Jobs are hard to find. In 2011, just over half of all newly-minted graduates had found permanent, full-time legal work up to nine months after getting their diplomas.
It’s not a good time to be a law school, either. The message that law school is more likely to lead to massive debt and unemployment than a prestigious six-figure income has not been lost on undergrads and people looking for a career change.
Significantly fewer people have been taking the LSAT the last two years. In 2011, the number of people who took the LSAT fell 16 percent, the largest drop in a decade. Applications are down precipitously — about 16 percent as well.
In recent years, law schools have resorted to some unconventional methods to scare up and otherwise impress potential future law students. Here are of the more interesting ones.
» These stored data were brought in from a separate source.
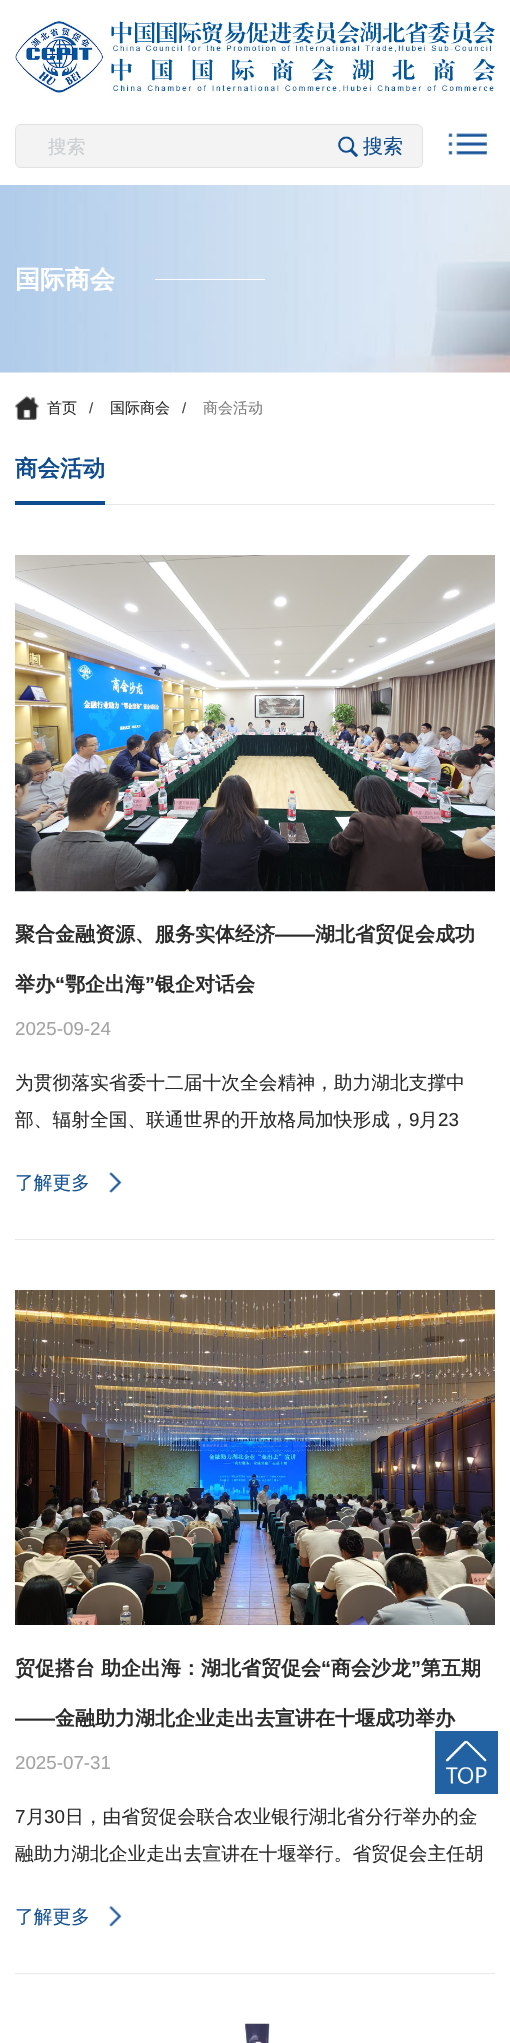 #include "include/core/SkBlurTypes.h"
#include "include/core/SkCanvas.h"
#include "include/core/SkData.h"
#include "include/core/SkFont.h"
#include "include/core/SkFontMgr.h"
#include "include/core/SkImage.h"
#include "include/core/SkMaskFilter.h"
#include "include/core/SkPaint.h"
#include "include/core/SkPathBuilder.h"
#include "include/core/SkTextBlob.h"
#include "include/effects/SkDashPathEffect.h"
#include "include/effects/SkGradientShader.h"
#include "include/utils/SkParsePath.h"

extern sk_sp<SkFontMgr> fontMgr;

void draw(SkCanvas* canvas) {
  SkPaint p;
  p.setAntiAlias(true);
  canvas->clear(SK_ColorWHITE);
  canvas->drawImageRect(SkImages::DeferredFromEncodedData(SkData::MakeFromFileName("images/1.png")), SkRect::MakeLTRB(15, 21, 495, 93), SkSamplingOptions());
  p.setColor(SkColorSetRGB(243, 243, 243));
  canvas->drawRoundRect(SkRect::MakeLTRB(15.5f, 124.5f, 422.5f, 167.5f), 5.5f, 5.5f, p);
  p.setStyle(SkPaint::kStroke_Style);
  p.setStrokeWidth(1);
  p.setColor(SkColorSetRGB(225, 225, 225));
  canvas->drawRoundRect(SkRect::MakeLTRB(15.5f, 124.5f, 422.5f, 167.5f), 5.5f, 5.5f, p);
  canvas->drawImageRect(SkImages::DeferredFromEncodedData(SkData::MakeFromFileName("images/2.png")), SkRect::MakeLTRB(338, 136, 358, 158), SkSamplingOptions());
  canvas->drawImageRect(SkImages::DeferredFromEncodedData(SkData::MakeFromFileName("images/3.png")), SkRect::MakeLTRB(448, 133, 487, 155), SkSamplingOptions());
  canvas->drawImageRect(SkImages::DeferredFromEncodedData(SkData::MakeFromFileName("images/4.png")), SkRect::MakeLTRB(0, 185, 510, 373), SkSamplingOptions());
  p.setStyle(SkPaint::kFill_Style);
  p.setColor(SK_ColorWHITE);
  canvas->drawRect(SkRect::MakeLTRB(155, 279, 265, 280), p);
  canvas->drawImageRect(SkImages::DeferredFromEncodedData(SkData::MakeFromFileName("images/5.png")), SkRect::MakeLTRB(15, 396, 39, 420), SkSamplingOptions());
  p.setColor(SkColorSetRGB(231, 231, 231));
  canvas->drawRect(SkRect::MakeLTRB(105, 504, 495, 505), p);
  p.setColor(SkColorSetRGB(13, 76, 143));
  canvas->drawRect(SkRect::MakeLTRB(15, 501, 105, 505), p);
  canvas->drawImageRect(SkImages::DeferredFromEncodedData(SkData::MakeFromFileName("images/6.png")), SkRect::MakeLTRB(15, 555, 495, 892), SkSamplingOptions());
  canvas->drawImageRect(SkImages::DeferredFromEncodedData(SkData::MakeFromFileName("images/7.png")), SkRect::MakeLTRB(109, 1172, 122, 1193), SkSamplingOptions());
  p.setColor(SkColorSetRGB(231, 231, 231));
  canvas->drawRect(SkRect::MakeLTRB(15, 1239, 495, 1240), p);
  canvas->drawImageRect(SkImages::DeferredFromEncodedData(SkData::MakeFromFileName("images/8.png")), SkRect::MakeLTRB(15, 1290, 495, 1625), SkSamplingOptions());
  canvas->drawImageRect(SkImages::DeferredFromEncodedData(SkData::MakeFromFileName("images/9.png")), SkRect::MakeLTRB(109, 1905, 122, 1927), SkSamplingOptions());
  canvas->drawRect(SkRect::MakeLTRB(15, 1973, 495, 1974), p);
  canvas->drawImageRect(SkImages::DeferredFromEncodedData(SkData::MakeFromFileName("images/10.png")), SkRect::MakeLTRB(243, 2023, 271, 2043), SkSamplingOptions());
  p.setColor(SkColorSetRGB(34, 98, 163));
  canvas->drawRect(SkRect::MakeLTRB(435, 1731, 498, 1794), p);
  canvas->drawImageRect(SkImages::DeferredFromEncodedData(SkData::MakeFromFileName("images/11.png")), SkRect::MakeLTRB(445, 1740, 487, 1784), SkSamplingOptions());
  SkFont font1(fontMgr->matchFamilyStyle("WenQuanYi Zen Hei", SkFontStyle(500, SkFontStyle::kNormal_Width, SkFontStyle::kUpright_Slant)), 18.75f);
  font1.setSubpixel(true);
  p.setColor(SkColorSetRGB(202, 206, 209));
  canvas->drawString("搜索", 48, 153, font1, p);
  SkFont font2(fontMgr->matchFamilyStyle("WenQuanYi Zen Hei", SkFontStyle(500, SkFontStyle::kNormal_Width, SkFontStyle::kUpright_Slant)), 20);
  font2.setSubpixel(true);
  p.setColor(SkColorSetRGB(14, 76, 143));
  canvas->drawString("搜索", 363, 153, font2, p);
  SkFont font3(fontMgr->matchFamilyStyle("WenQuanYi Zen Hei", SkFontStyle::Bold()), 25);
  font3.setSubpixel(true);
  p.setColor(SK_ColorWHITE);
  canvas->drawString("国际商会", 15, 288, font3, p);
  SkFont font4(fontMgr->matchFamilyStyle("WenQuanYi Zen Hei", SkFontStyle(500, SkFontStyle::kNormal_Width, SkFontStyle::kUpright_Slant)), 15);
  font4.setSubpixel(true);
  p.setColor(SkColorSetRGB(43, 43, 43));
  canvas->drawString("首页", 47, 413, font4, p);
  SkFont font5(fontMgr->matchFamilyStyle("Liberation Sans", SkFontStyle::Normal()), 15);
  font5.setSubpixel(true);
  p.setColor(SkColorSetRGB(68, 68, 68));
  canvas->drawString("/", 89, 413, font5, p);
  p.setColor(SkColorSetRGB(43, 43, 43));
  canvas->drawString("国际商会", 110, 413, font4, p);
  p.setColor(SkColorSetRGB(68, 68, 68));
  canvas->drawString("/", 182, 413, font5, p);
  p.setColor(SkColorSetRGB(125, 125, 125));
  canvas->drawString("商会活动", 203, 413, font4, p);
  SkFont font6(fontMgr->matchFamilyStyle("WenQuanYi Zen Hei", SkFontStyle::Bold()), 22.5f);
  font6.setSubpixel(true);
  p.setColor(SkColorSetRGB(14, 76, 143));
  canvas->drawString("商会活动", 15, 476, font6, p);
  SkFont font7(fontMgr->matchFamilyStyle("WenQuanYi Zen Hei", SkFontStyle::Bold()), 20);
  font7.setSubpixel(true);
  p.setColor(SkColorSetRGB(43, 43, 43));
  canvas->drawString("聚合金融资源、服务实体经济", 15, 941, font7, p);
  SkFont font8(fontMgr->matchFamilyStyle("Liberation Sans", SkFontStyle::Bold()), 20);
  font8.setSubpixel(true);
  canvas->drawString("——", 275, 941, font8, p);
  canvas->drawString("湖北省贸促会成功", 315, 941, font7, p);
  canvas->drawString("举办", 15, 991, font7, p);
  canvas->drawString("“", 55, 991, font8, p);
  canvas->drawString("鄂企出海", 65, 991, font7, p);
  canvas->drawString("”", 145, 991, font8, p);
  canvas->drawString("银企对话会", 155, 991, font7, p);
  SkFont font9(fontMgr->matchFamilyStyle("Liberation Sans", SkFontStyle::Normal()), 18.75f);
  font9.setSubpixel(true);
  p.setColor(SkColorSetRGB(164, 164, 164));
  canvas->drawString("2025-09-24", 15, 1035, font9, p);
  p.setColor(SkColorSetRGB(43, 43, 43));
  canvas->drawString("为贯彻落实省委十二届十次全会精神，助力湖北支撑中", 15, 1089, font1, p);
  canvas->drawString("部、辐射全国、联通世界的开放格局加快形成，", 15, 1126, font1, p);
  canvas->drawString("9", 409, 1126, font9, p);
  canvas->drawString("月", 419, 1126, font1, p);
  canvas->drawString("23", 438, 1126, font9, p);
  p.setColor(SkColorSetRGB(24, 83, 148));
  canvas->drawString("了解更多", 15, 1189, font1, p);
  p.setColor(SkColorSetRGB(43, 43, 43));
  canvas->drawString("贸促搭台 助企出海：湖北省贸促会", 15, 1675, font7, p);
  canvas->drawString("“", 321, 1675, font8, p);
  canvas->drawString("商会沙龙", 331, 1675, font7, p);
  canvas->drawString("”", 411, 1675, font8, p);
  canvas->drawString("第五期", 421, 1675, font7, p);
  canvas->drawString("——", 15, 1725, font8, p);
  canvas->drawString("金融助力湖北企业走出去宣讲在十堰成功举办", 55, 1725, font7, p);
  p.setColor(SkColorSetRGB(164, 164, 164));
  canvas->drawString("2025-07-31", 15, 1769, font9, p);
  p.setColor(SkColorSetRGB(43, 43, 43));
  canvas->drawString("7", 15, 1823, font9, p);
  canvas->drawString("月", 26, 1823, font1, p);
  canvas->drawString("30", 44, 1823, font9, p);
  canvas->drawString("日，由省贸促会联合农业银行湖北省分行举办的金", 65, 1823, font1, p);
  canvas->drawString("融助力湖北企业走出去宣讲在十堰举行。省贸促会主任胡", 15, 1860, font1, p);
  p.setColor(SkColorSetRGB(24, 83, 148));
  canvas->drawString("了解更多", 15, 1923, font1, p);
}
1. Thomas M. Cooley Law School
If you are a bigwig at Thomas M. Cooley Law School in Lansing, Mich., (with four smaller campuses dotting the Michigan landscape as well a new satellite campus in Florida), you’ve got a problem. You have a huge number of students graduating at a time when jobs for lawyers are sparse. Your bar results aren’t historically atrocious, sure, but you perpetually find your school far from the top of the excessively important U.S. News rankings. Also, a lot of people simply don’t seem to like you very much.
What to do?
Well, naturally, you devise your very own ranking scheme that places you second in all the land, alongside the likes of Harvard Law School (#1), and well above Yale (#10) and Stanford (which can’t even crack the top 25). Then, you try to foist this “Judging the Law Schools” ranking onto the public with a serious face. Who knows? Maybe they’ll buy it.
What’s different about Cooley’s rankings? In a nutshell, the school stacks the proverbial deck in its favor. For example, library-related criteria such as seating capacity and the total number of library books constitute fully one quarter of the 40 factors used. While libraries are surely important, of course, any law school with five campuses and a massive enrollment seems likely to have lots of chairs and books, as the blog Third Tier Reality has trenchantly noted.
What’s more, as Above the Law observes, Cooley has managed to climb in its own rankings. In 2009, Cooley ranked Cooley just 12th. Now, Cooley has found that Cooley is #2. While 12th is pretty good, why couldn’t Cooley rank itself higher initially? And what exactly must it do now to convince itself that it’s better than Harvard?
2. Rutgers School of Law — Camden
Faced with flagging applications for fall 2012, Camille Andrews, an associate dean at Rutgers School of Law in Camden (not to be confused with the other Rutgers, in Newark) took action. As the ABA Journal explained, she issued a marketing pitch to lucky students had taken the Graduate Management Admission Test (GMAT) — presumably for business school — that offered to waive the law school application fee if they picked up the phone and applied immediately. Operators were standing by.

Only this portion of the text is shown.